The BOE was “on hold” last week as most committee members felt that recent higher inflation readings were transitory.  And after the hawkish-leaning FOMC meeting 2 weeks ago,  the US Fed paraded out speaker after speaker last week to hammer home the idea that recent inflation is transitory and will fall once the reopening boom has slowed.  The hotly negotiated US infrastructure spending bill was announced last week, but is there more to it than meets the eye?  OPEC+ meets on Thursday is expected to raise oil output.  In addition, markets and the Fed will get a better look at the employment situation in the post-covid US when Non-Farm Payrolls for June are released on Friday.  Also, this week is end of month and end of quarter.  Watch for volatility into the end of June!

Central Banks

The BOE left rates unchanged last week and decided not to continue to taper bond purchases as the did at their previous meeting.  Although inflation is hot (near 2.1%) and the Claimant Count has convincingly beaten expectations 2 months in a row,  members decided to remain on hold.  MPC members did hike their GDP forecast for 2021 and their inflation forecasts, which they said could exceed 3%.  However, they felt is could return to near 2% in the medium term (transitory).  Speaking of which, after the hawkish tilt from the FOMC meeting 2 weeks ago and hawkish Fed speak from Fed members Bullard and Kaplan last Friday, Powell marched out neutral and dovish Fed members this week to try and calm markets.  As a matter of fact, Fed Chairman Powell himself testified last week that price pressures would prove to be transitory and would ease after re-opening disruptions settled down.  In addition, Fed’s Bostic, Williams, Mester, Daly and Kashkari all made similar comments. Note that Core PCE for May released on Friday was 3.4%, a tad weaker than expected but the highest rate since 1982.  This is said to be the Fed’s favorite measure of inflation.

Infrastructure Spending

US President proclaimed last week that “We have a deal” regarding the heavily debated Infrastructure spending bill.  The total spending package would be worth roughly $1.2 trillion over 8 years and help to repair and build roads, bridges, pipes and broadband internet.  The plan will include $579 billion in new spending, which will be paid for by the sale of strategic petroleum reserves, 5G spectrum auction proceeds, extending expiring customs user fees and redirected covid funds.  Most importantly for Republicans, there are no plans in this bill to increase taxes.  However, it does not include items high on the Democrats wish list, such as childcare, climate change, and education.  These are expected to be proposed in another “human infrastructure” bill, which would include raising taxes on the wealthy and corporations. It could be passed via reconciliation, which would only require a 50-50 Senate vote, with Vice-President Kamala Harris casting the deciding vote.  House leader Nancy Pelosi said one cannot pass without the other, creating skepticism around the whole thing.  Watch for comments for all sides this week, which could accelerate or derail the whole bill.

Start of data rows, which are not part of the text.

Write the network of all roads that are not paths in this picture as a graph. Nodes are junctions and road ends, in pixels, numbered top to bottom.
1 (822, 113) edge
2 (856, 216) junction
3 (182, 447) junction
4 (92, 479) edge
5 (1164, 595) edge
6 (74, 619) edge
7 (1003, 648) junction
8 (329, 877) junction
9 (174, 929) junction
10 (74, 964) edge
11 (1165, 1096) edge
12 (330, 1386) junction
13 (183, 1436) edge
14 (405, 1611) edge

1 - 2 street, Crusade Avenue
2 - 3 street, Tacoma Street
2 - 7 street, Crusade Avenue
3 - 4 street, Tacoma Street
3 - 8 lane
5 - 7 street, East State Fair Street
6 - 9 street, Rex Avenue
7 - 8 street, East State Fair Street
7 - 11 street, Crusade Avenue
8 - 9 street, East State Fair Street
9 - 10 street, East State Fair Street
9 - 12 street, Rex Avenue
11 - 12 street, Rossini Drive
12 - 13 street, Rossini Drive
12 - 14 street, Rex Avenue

OPEC+ will meet this week at the OPEC-JMMC meeting on Thursday.  Last week, “Sources” suggested that OPEC+ is mulling easing output curbs by 500,000 bpd in August.  Recall that the last course of action OPEC+ took was to increase supply by 350,000 bpd in May and June, and 441,000 in July.  However, also recall that Saudi Arabia took a rather large cutback of 1,000,000 bpd in production for this to occur, while Russia continued pumping away.  Traders will be watching to see how much of that lost production Saudi Arabia will get back.  Note that WTI crude and Brent Crude are trading near pandemic highs of 74.00 and 75.45, respectively.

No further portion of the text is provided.